● **Brief**:
Collect every line in the records below that contains the word "TRƯỜNG".

● **Given data**:
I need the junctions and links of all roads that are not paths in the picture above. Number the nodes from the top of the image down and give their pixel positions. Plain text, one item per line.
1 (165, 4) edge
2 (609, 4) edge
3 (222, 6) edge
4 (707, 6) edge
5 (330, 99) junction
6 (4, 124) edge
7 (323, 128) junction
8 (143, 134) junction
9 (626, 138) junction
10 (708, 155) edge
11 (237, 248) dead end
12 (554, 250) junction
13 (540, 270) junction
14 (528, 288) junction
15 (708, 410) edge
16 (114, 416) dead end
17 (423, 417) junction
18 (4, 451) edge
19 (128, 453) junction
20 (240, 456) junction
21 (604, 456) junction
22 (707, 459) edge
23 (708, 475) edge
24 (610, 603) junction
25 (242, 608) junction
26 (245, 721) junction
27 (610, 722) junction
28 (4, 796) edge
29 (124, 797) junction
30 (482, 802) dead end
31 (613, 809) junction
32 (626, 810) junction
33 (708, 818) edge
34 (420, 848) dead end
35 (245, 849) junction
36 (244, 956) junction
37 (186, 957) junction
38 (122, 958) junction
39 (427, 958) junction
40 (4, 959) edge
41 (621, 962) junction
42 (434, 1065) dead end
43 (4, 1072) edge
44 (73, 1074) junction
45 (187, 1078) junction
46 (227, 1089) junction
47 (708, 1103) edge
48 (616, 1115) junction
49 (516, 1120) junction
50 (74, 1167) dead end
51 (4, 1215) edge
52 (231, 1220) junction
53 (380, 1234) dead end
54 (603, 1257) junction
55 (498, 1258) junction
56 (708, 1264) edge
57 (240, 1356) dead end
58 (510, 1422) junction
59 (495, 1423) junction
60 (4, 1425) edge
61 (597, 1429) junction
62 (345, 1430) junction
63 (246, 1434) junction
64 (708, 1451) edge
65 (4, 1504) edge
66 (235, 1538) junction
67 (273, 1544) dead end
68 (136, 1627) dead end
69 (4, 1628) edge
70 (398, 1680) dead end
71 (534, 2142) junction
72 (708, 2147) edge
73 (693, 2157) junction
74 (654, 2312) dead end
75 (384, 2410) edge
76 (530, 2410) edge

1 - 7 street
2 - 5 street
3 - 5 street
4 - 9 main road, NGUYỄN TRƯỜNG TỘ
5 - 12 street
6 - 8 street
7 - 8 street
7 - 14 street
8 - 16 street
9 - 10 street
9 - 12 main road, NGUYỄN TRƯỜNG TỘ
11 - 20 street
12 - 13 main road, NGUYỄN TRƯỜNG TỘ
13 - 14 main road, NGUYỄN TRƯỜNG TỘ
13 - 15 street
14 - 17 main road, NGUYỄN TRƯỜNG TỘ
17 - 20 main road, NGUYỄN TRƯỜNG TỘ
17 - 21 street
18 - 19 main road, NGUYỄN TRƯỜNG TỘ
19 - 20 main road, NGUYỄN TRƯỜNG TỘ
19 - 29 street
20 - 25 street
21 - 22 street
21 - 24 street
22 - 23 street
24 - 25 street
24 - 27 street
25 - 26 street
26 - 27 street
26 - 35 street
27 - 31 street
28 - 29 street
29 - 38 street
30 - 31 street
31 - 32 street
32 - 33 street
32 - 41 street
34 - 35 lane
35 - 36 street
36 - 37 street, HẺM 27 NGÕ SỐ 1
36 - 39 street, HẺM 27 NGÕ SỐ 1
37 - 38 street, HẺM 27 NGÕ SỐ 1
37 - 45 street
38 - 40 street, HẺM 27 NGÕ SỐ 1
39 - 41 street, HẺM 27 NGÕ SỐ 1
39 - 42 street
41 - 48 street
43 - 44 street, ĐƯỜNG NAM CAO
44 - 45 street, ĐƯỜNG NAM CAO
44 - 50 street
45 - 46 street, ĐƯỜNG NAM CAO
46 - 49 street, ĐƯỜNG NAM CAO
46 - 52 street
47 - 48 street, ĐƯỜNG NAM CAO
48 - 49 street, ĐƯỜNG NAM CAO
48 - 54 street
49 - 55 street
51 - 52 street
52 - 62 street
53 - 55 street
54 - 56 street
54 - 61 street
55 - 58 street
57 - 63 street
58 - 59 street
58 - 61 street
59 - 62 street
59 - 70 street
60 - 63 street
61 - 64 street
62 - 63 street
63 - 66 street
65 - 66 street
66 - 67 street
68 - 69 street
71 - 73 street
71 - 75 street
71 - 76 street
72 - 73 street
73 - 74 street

● **Result for this exercise**:
4 - 9 main road, NGUYỄN TRƯỜNG TỘ
9 - 12 main road, NGUYỄN TRƯỜNG TỘ
12 - 13 main road, NGUYỄN TRƯỜNG TỘ
13 - 14 main road, NGUYỄN TRƯỜNG TỘ
14 - 17 main road, NGUYỄN TRƯỜNG TỘ
17 - 20 main road, NGUYỄN TRƯỜNG TỘ
18 - 19 main road, NGUYỄN TRƯỜNG TỘ
19 - 20 main road, NGUYỄN TRƯỜNG TỘ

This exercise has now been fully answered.